Pesawat yang membawa skuad asuhan Marcelo Bielsa dilaporkan tidak diizinkan terbang ke Amerika Serikat karena masalah administrasi, sehingga mengganggu persiapan terakhir mereka sebelum menghadapi Arab Saudi di Grup H.
Menurut laporan jurnalis Romain Molina, pesawat Uruguay tertahan di Meksiko akibat sejumlah dokumen yang belum lengkap.
Situasi tersebut memicu kekacauan antara federasi sepak bola Uruguay dan FIFA, serta berpotensi menyebabkan pembatalan konferensi pers resmi yang diwajibkan sebelum pertandingan.
Molina menulis di media sosial X bahwa pesawat tim nasional Uruguay tidak mendapat izin untuk melanjutkan perjalanan ke Miami karena persoalan administrasi yang seharusnya bisa diselesaikan lebih awal.
“Bencana organisasi baru. Pesawat tim nasional Uruguay tidak diizinkan menuju Amerika Serikat karena masalah administrasi. Mereka dijadwalkan bermain melawan Arab Saudi besok malam di Miami, tetapi kini harus menunggu penerbangan pengganti,” tulis Molina.
Laporan yang beredar menyebutkan bahwa keterlambatan diperkirakan mencapai tiga jam. Akibatnya, konferensi pers Marcelo Bielsa berisiko dibatalkan. Jika itu terjadi, Uruguay dapat dikenai sanksi denda oleh FIFA sesuai regulasi turnamen.

Meski belum ada konfirmasi resmi mengenai nominal denda, dalam sejumlah kompetisi FIFA sebelumnya pelanggaran kewajiban media dapat berujung pada hukuman finansial yang nilainya mencapai puluhan ribu dolar AS. Jika mengacu pada denda sebesar US$20.000, nilainya setara sekitar Rp326 juta (kurs Rp16.300 per dolar AS).
Insiden yang menimpa Uruguay menambah daftar masalah logistik yang mewarnai pekan pertama Piala Dunia 2026. Sejumlah pemain, pelatih, staf tim, hingga wasit dilaporkan mengalami kesulitan terkait prosedur masuk ke Amerika Serikat yang semakin ketat.
Situasi ini juga menimbulkan sorotan terhadap kesiapan penyelenggaraan turnamen yang digelar bersama oleh Amerika Serikat, Kanada, dan Meksiko. Sebelumnya, Presiden FIFA, Gianni Infantino, sempat menegaskan bahwa negara tuan rumah akan menyambut seluruh peserta dan tamu turnamen dengan baik.

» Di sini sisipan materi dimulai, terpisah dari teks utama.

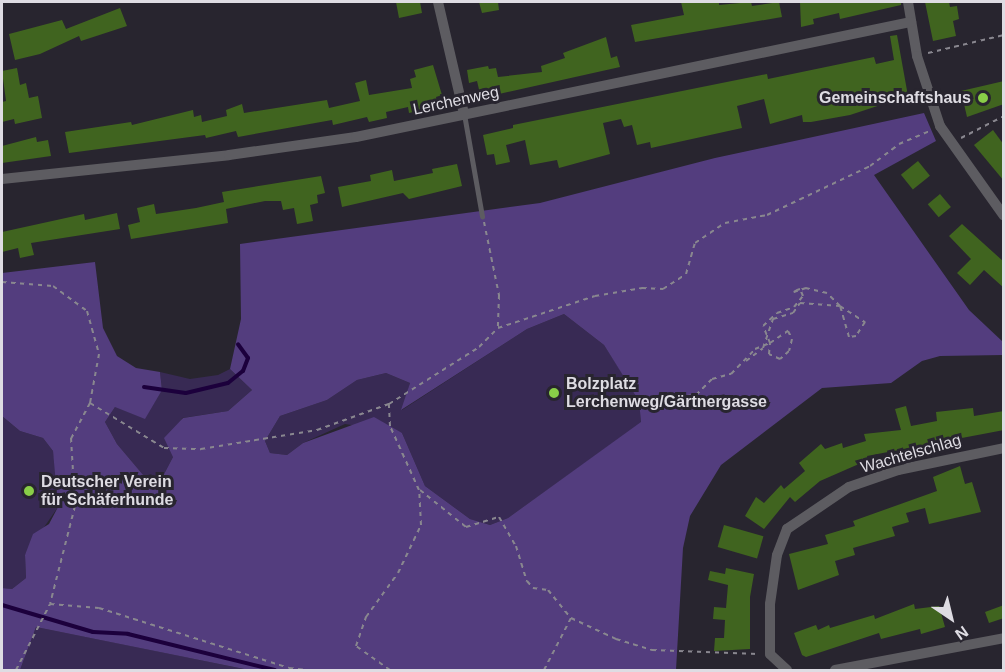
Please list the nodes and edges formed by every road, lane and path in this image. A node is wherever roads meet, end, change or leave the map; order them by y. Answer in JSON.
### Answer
{"nodes":[{"id":1,"x":438,"y":2,"type":"edge"},
{"id":2,"x":908,"y":2,"type":"edge"},
{"id":3,"x":911,"y":22,"type":"junction"},
{"id":4,"x":1004,"y":35,"type":"edge"},
{"id":5,"x":917,"y":56,"type":"junction"},
{"id":6,"x":464,"y":114,"type":"junction"},
{"id":7,"x":1004,"y":116,"type":"edge"},
{"id":8,"x":940,"y":126,"type":"junction"},
{"id":9,"x":950,"y":143,"type":"junction"},
{"id":10,"x":2,"y":179,"type":"edge"},
{"id":11,"x":482,"y":216,"type":"joint"},
{"id":12,"x":1004,"y":216,"type":"edge"},
{"id":13,"x":2,"y":282,"type":"edge"},
{"id":14,"x":840,"y":306,"type":"junction"},
{"id":15,"x":2,"y":315,"type":"edge"},
{"id":16,"x":498,"y":328,"type":"junction"},
{"id":17,"x":768,"y":337,"type":"junction"},
{"id":18,"x":770,"y":343,"type":"junction"},
{"id":19,"x":764,"y":345,"type":"junction"},
{"id":20,"x":2,"y":354,"type":"edge"},
{"id":21,"x":659,"y":393,"type":"dead end"},
{"id":22,"x":90,"y":403,"type":"junction"},
{"id":23,"x":388,"y":404,"type":"junction"},
{"id":24,"x":1004,"y":448,"type":"edge"},
{"id":25,"x":417,"y":488,"type":"junction"},
{"id":26,"x":50,"y":604,"type":"junction"},
{"id":27,"x":572,"y":618,"type":"junction"},
{"id":28,"x":1004,"y":638,"type":"edge"},
{"id":29,"x":770,"y":654,"type":"junction"},
{"id":30,"x":16,"y":670,"type":"edge"},
{"id":31,"x":307,"y":670,"type":"edge"},
{"id":32,"x":390,"y":670,"type":"edge"},
{"id":33,"x":544,"y":670,"type":"edge"},
{"id":34,"x":787,"y":670,"type":"edge"},
{"id":35,"x":835,"y":670,"type":"edge"}],
"edges":[{"from":1,"to":6,"type":"street"},
{"from":2,"to":3,"type":"street"},
{"from":3,"to":5,"type":"street"},
{"from":3,"to":6,"type":"street","name":"Lerchenweg"},
{"from":4,"to":5,"type":"path"},
{"from":5,"to":8,"type":"street"},
{"from":6,"to":10,"type":"street","name":"Lerchenweg"},
{"from":6,"to":11,"type":"lane"},
{"from":7,"to":9,"type":"path"},
{"from":8,"to":9,"type":"street"},
{"from":8,"to":16,"type":"path"},
{"from":9,"to":12,"type":"street"},
{"from":11,"to":16,"type":"path"},
{"from":13,"to":22,"type":"path"},
{"from":14,"to":14,"type":"path"},
{"from":14,"to":17,"type":"path"},
{"from":14,"to":17,"type":"path"},
{"from":15,"to":20,"type":"path"},
{"from":16,"to":23,"type":"path"},
{"from":17,"to":18,"type":"path"},
{"from":17,"to":19,"type":"path"},
{"from":18,"to":18,"type":"path"},
{"from":18,"to":19,"type":"path"},
{"from":19,"to":21,"type":"path"},
{"from":22,"to":23,"type":"path"},
{"from":22,"to":26,"type":"path"},
{"from":23,"to":25,"type":"path"},
{"from":24,"to":29,"type":"street","name":"Wachtelschlag"},
{"from":25,"to":27,"type":"path"},
{"from":25,"to":32,"type":"path"},
{"from":26,"to":30,"type":"path"},
{"from":26,"to":31,"type":"path"},
{"from":27,"to":29,"type":"path"},
{"from":27,"to":33,"type":"path"},
{"from":28,"to":35,"type":"street"},
{"from":29,"to":34,"type":"street"}]}
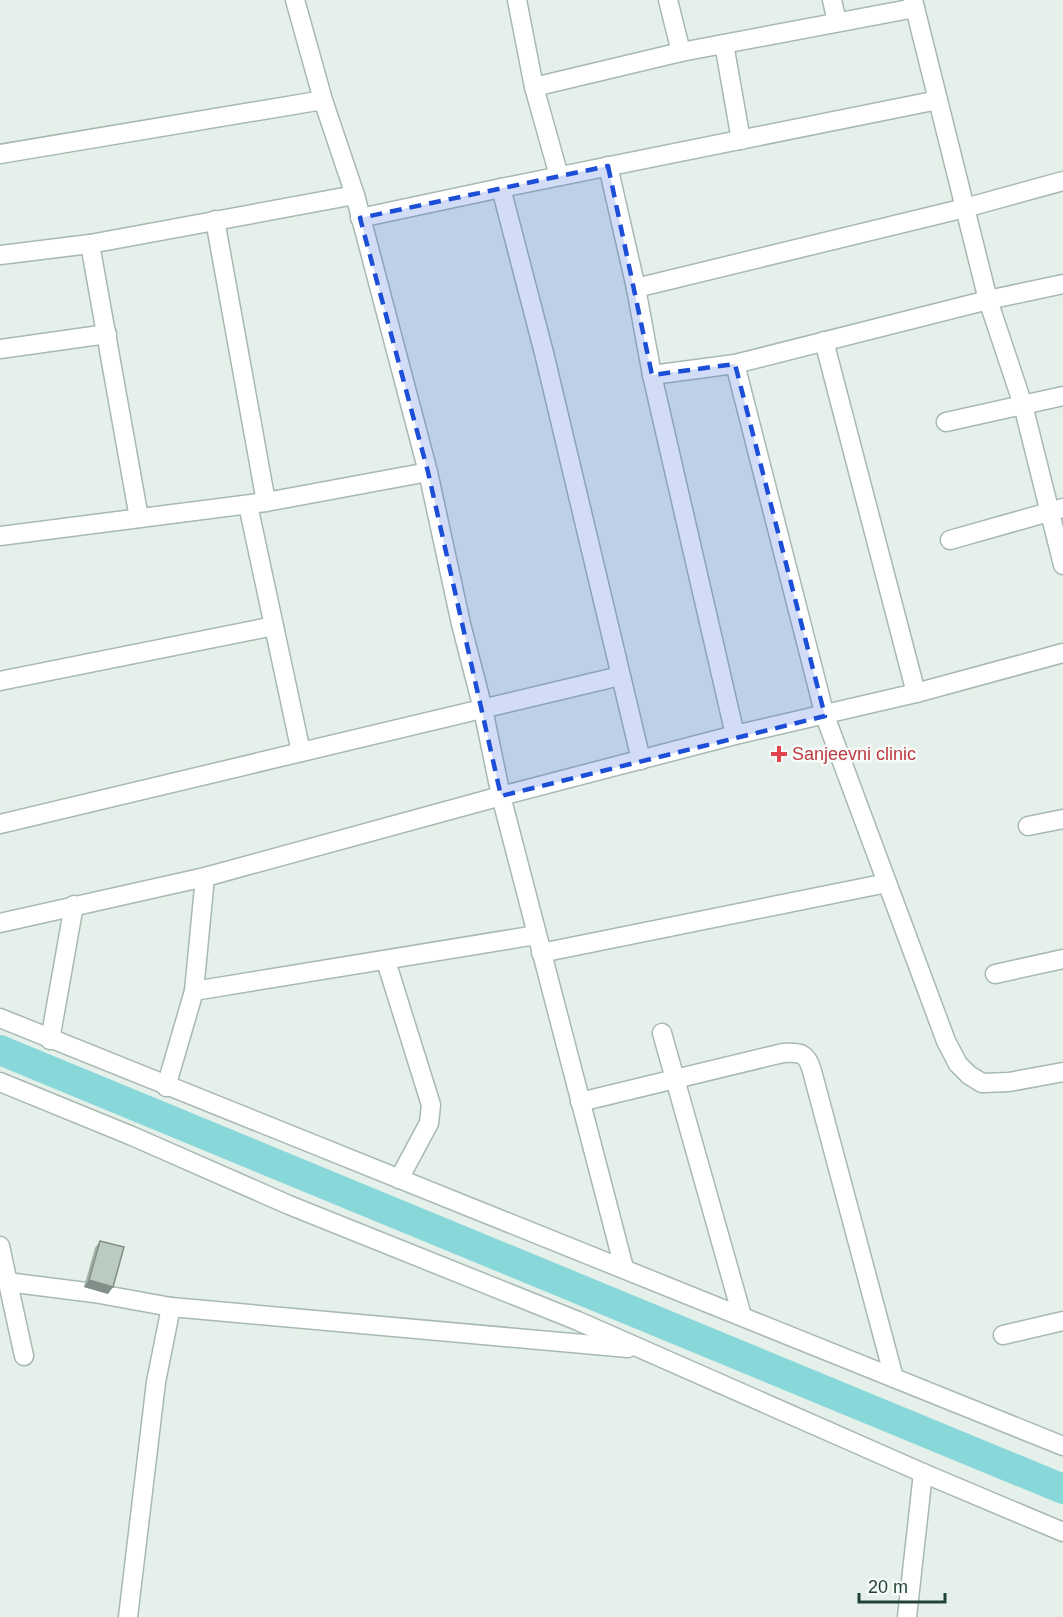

Terlepas dari masalah perjalanan yang mereka hadapi, Uruguay tetap dianggap sebagai salah satu kandidat kuda hitam di Piala Dunia 2026. Juara dunia dua kali tersebut tampil cukup solid selama kualifikasi zona CONMEBOL dengan finis di posisi keempat klasemen.
Di bawah arahan pelatih Marcelo Bielsa, Uruguay meraih tujuh kemenangan dari 18 pertandingan kualifikasi, termasuk kemenangan penting atas Brasil dan Argentina.
Kekuatan Uruguay juga ditopang gelandang Federico Valverde yang menjadi motor permainan tim, serta penyerang Darwin Núñez yang kerap tampil lebih tajam saat membela negaranya.
Uruguay kini berharap persoalan administrasi tersebut segera terselesaikan agar mereka dapat fokus menghadapi Arab Saudi. Pasalnya, lawan mereka bukan tim yang bisa dianggap remeh setelah pernah mengejutkan dunia dengan mengalahkan Argentina pada fase grup Piala Dunia 2022.
Dengan waktu persiapan yang semakin mepet, gangguan perjalanan ini berpotensi menjadi hambatan besar bagi Uruguay dalam upaya memulai kampanye Piala Dunia 2026 dengan hasil positif.